REQUIREMENT: No pictures go into the output, which should consist only of the lines from the first line of the data through the line with "thumb tip: (496, 420)", copied exactly.

SUPPLIED MATERIAL: Begin

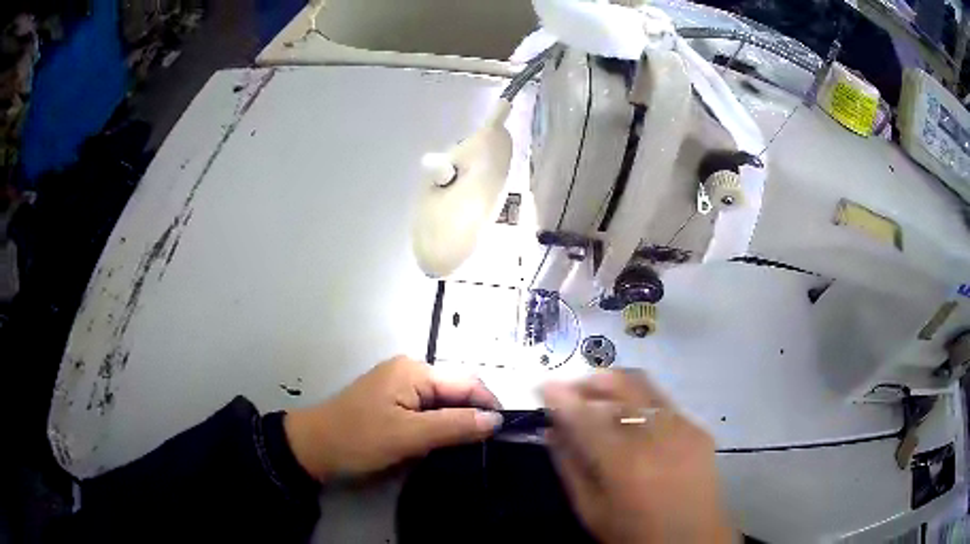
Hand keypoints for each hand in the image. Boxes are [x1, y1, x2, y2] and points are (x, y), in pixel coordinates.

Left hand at [284, 356, 502, 481]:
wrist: (314, 447)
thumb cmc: (359, 439)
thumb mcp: (409, 435)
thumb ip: (454, 425)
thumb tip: (496, 420)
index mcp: (414, 370)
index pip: (466, 382)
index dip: (488, 405)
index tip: (503, 433)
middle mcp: (409, 370)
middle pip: (455, 390)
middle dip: (471, 415)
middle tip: (486, 446)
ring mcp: (399, 385)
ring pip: (442, 402)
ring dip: (455, 423)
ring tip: (468, 447)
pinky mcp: (393, 401)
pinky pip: (427, 410)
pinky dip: (438, 425)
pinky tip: (443, 443)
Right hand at [542, 370, 734, 543]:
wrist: (692, 540)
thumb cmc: (633, 533)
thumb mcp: (591, 509)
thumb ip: (570, 466)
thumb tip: (553, 430)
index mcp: (624, 462)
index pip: (585, 415)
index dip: (561, 396)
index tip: (544, 385)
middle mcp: (657, 435)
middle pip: (621, 384)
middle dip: (590, 379)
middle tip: (572, 389)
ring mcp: (683, 427)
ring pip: (645, 385)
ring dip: (615, 385)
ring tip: (598, 398)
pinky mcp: (699, 428)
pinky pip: (663, 403)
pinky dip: (640, 403)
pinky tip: (633, 422)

SUPPLIED MATERIAL: End

EXPECTED ANSWER:
Hand keypoints for each hand in the image. Boxes are [x1, y1, x2, y2] and points are (x, y), in pixel coordinates.

Left hand at [284, 356, 502, 481]:
wrist: (314, 447)
thumb cmc: (359, 439)
thumb mcp: (409, 435)
thumb ip: (454, 425)
thumb tip: (496, 420)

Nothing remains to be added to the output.